Pasqua a Milano: il weekend tra programmi improbabili e sfide che non aspettavamo

Pasqua a Milano: il weekend tra programmi improbabili e sfide che non aspettavamo

Sabato 4 aprile, filtrate pure tutte le vostre speranze e ottimismo: inizia la tanto attesa “fase più importante” della stagione di galoppo presso l’ippodromo Snai San Siro di Milano. Otto corse, a partire dalle 14:50, daranno il la a un concerto di zoccoli e sudore, con due appuntamenti principesci dedicati ai giovani rampolli equini di tre anni: il premio Gardone e il premio Seregno.

Queste “super condizionate” — ossia gare che suonano super importanti per mettere alla prova i migliori cavalli sulle classiche distanze del miglio (1.600 metri, per chi non mastica termini ippici) — sono solamente un antipasto alle grandi battaglie di maggio e giugno, dove si deciderà il grado di celebrità di questi destrieri a quattro zampe.

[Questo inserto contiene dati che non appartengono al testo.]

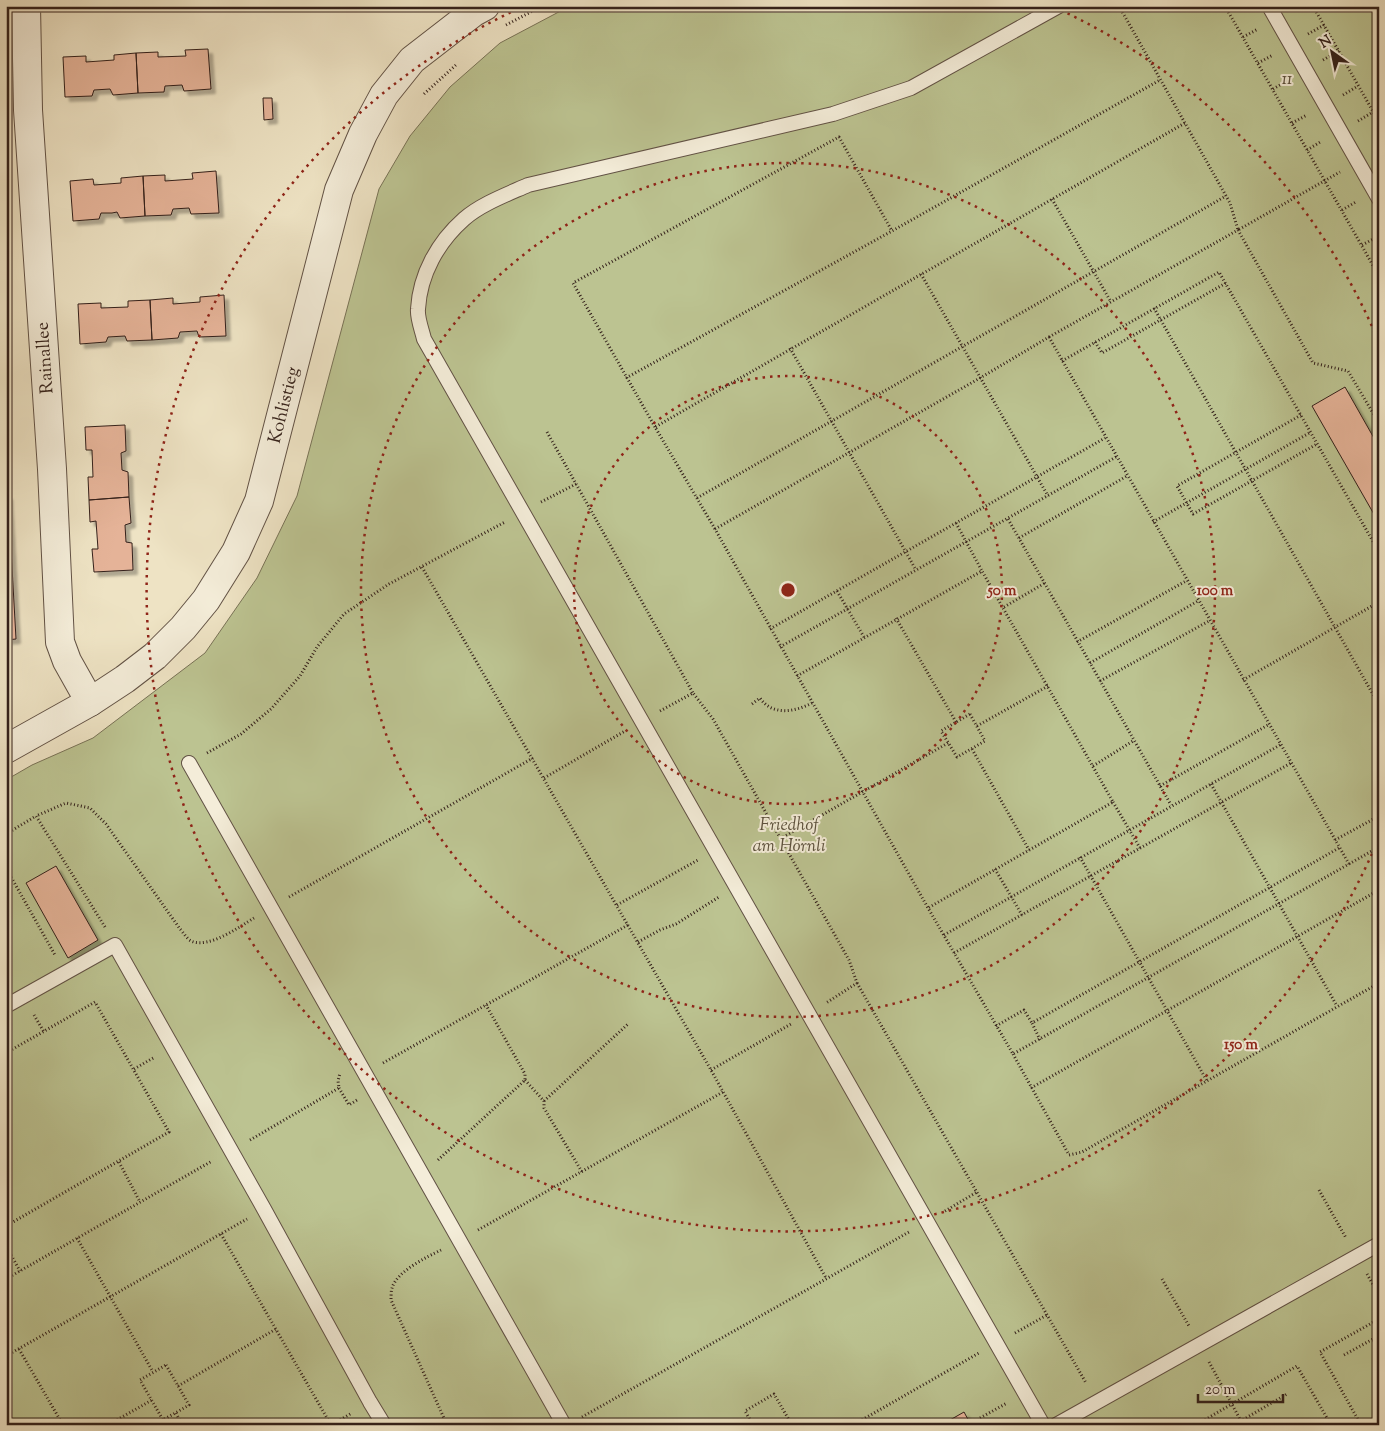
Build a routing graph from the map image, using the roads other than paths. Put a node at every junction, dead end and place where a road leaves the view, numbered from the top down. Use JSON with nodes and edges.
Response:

Il premio Gardone è un’esclusiva per maschi forti e agguerriti, e avrà come protagonista il ritorno in sella di Gaga Mate, fresco vincitore del Gran Criterium. Sarà una sfida internazionale, perché di fronte si parerà il tedesco Voitton, che probabilmente pensa di conquistare il podio con quel suo fare teutonico e sicuro.

Nel frattempo, il premio Seregno sarà tutta una questione femminile, con la riedizione di quel duello già visto nel premio Dormello tra la tenace Kebrilla e la carismatica Chelsea Believe. Le signore del galoppo sembrano più decise che mai a contendersi la gloria, con il tacito consenso di chi ama guardare corse che abbiano un minimo di storie da raccontare.

Ah, e non credete che sia solo un evento isolato! Questa giornata inaugura un aprile frenetico all’ippodromo milanese, con ben nove incontri complessivi sparsi nel mese come se fosse una serie TV da binge-watchare imperdibilmente.

Per chi proprio non può aspettare il gusto della domenica di Pasqua – che qui non è solo colombe e uova di cioccolato – è previsto anche un secondo appuntamento, questa volta dedicato alle corse al trotto, giusto per non far mancare nulla agli appassionati di zoccoli in movimento.

L’ingresso all’ippodromo in piazzale dello Sport aprirà le porte alle 12:45. Per misurare il vostro entusiasmo ci vogliono 5 euro: prezzi onesti, soprattutto per un pubblico adulto, mentre i minori e le persone con disabilità godranno della gentilezza del biglietto gratuito, perché si sa, anche il galoppo vuole farsi vedere inclusivo.

Ma non è solo questione di corse: la struttura si vanta infatti di offrire anche un parco botanico per gli amanti del verde, la statua del leggendario Cavallo di Leonardo da Vinci – perché un pizzico di cultura non guasta mai – e degli splendidi edifici in stile liberty che danno quel tocco chic ed elegante che ci aspetteremmo da un luogo dove il tempo, almeno apparentemente, dovrebbe procedere al trotto.

Le altre gare da non perdere (o da fingere di seguire)

Oltre ai clou di marzo, sabato propone anche il premio Alberto Chantre, dedicato alle femmine con ambizioni serie per le Oaks – insomma, aspiranti principesse del galoppo che sperano di imporsi nelle grandi vetrine.

E per chi invece preferisce i fuochi d’artificio in velocità, ci sono due prove sprint sui brevi 1.200 metri: il premio Sprinters di San Siro e Jimy’s Grey, dove forse i cavalli vorranno soltanto stupire con un’articolata coreografia di zoccoli in corsa.

Il gran finale? È riservato al premio I grandi campioni di San Siro, un handicap sui 2.000 metri che chiuderà la giornata all’incirca verso le 19:20. Giusto in tempo per andare a casa con la sensazione di aver assistito a una sfilata di destrieri che non si tirano indietro, sebbene a qualcuno venga il dubbio che si tratti più di un esperimento di resistenza tra cavalli che di una vera corsa da campioni.